(Collected data entries)
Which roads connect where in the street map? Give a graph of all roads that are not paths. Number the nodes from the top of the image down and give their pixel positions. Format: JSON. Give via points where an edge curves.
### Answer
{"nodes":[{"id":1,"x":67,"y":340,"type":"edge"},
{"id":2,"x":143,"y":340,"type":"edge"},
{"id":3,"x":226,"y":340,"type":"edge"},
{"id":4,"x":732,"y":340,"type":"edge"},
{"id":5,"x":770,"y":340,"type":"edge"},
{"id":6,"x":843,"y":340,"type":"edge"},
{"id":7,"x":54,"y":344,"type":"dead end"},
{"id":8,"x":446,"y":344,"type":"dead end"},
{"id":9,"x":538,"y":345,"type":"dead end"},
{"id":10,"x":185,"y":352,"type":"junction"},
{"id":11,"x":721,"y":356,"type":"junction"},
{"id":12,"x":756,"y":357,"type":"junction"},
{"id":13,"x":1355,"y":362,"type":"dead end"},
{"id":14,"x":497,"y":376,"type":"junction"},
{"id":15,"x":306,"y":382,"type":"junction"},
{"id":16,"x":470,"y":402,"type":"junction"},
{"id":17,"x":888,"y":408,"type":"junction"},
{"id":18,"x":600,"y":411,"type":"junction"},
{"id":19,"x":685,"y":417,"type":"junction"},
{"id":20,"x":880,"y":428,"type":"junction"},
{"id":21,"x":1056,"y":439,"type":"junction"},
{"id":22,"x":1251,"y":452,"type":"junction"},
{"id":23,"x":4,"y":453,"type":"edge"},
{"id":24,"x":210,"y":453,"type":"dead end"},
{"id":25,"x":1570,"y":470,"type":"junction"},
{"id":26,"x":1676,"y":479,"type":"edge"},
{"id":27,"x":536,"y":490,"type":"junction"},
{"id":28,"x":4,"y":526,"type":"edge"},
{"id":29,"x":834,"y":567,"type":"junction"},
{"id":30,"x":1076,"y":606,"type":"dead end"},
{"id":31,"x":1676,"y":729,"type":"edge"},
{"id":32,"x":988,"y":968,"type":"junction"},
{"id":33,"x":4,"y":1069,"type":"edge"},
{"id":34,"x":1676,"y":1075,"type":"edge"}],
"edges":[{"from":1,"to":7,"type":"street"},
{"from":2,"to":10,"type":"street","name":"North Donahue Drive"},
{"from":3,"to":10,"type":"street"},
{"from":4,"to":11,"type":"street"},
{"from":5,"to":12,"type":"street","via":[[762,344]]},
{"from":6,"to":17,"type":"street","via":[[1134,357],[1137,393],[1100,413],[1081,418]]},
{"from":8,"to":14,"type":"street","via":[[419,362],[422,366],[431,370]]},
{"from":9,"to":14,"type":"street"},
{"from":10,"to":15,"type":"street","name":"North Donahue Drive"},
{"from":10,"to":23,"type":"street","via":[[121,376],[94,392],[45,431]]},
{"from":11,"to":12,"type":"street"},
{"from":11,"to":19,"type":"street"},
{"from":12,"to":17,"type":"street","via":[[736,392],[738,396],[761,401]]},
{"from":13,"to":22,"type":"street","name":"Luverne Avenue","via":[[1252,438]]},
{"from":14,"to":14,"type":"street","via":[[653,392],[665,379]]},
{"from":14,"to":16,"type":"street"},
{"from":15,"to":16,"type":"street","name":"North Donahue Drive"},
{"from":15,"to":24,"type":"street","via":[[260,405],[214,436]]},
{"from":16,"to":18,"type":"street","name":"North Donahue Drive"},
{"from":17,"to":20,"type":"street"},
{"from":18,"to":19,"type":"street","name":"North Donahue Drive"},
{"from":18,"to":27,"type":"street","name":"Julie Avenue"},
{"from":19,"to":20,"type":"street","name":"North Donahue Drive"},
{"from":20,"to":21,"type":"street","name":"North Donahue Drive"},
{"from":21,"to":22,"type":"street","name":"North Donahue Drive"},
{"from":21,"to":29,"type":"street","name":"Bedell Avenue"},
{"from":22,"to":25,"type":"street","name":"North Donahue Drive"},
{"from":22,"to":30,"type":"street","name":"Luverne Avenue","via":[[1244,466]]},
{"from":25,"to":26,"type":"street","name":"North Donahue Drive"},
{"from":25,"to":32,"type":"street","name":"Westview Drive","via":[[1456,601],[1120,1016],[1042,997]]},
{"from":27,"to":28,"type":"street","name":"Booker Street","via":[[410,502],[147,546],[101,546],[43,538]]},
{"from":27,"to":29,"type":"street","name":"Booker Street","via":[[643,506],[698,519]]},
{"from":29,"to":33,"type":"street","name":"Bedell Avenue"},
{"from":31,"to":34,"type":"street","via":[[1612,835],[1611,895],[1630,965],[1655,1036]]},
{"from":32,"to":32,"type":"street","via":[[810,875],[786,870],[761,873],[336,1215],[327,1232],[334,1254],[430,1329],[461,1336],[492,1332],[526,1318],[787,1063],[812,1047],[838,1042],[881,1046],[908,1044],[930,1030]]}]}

YOUR GOAL: A count is all that should be returned: the number of lines in these records containing the string "Donahue".

SOLUTION TO THIS TASK: 10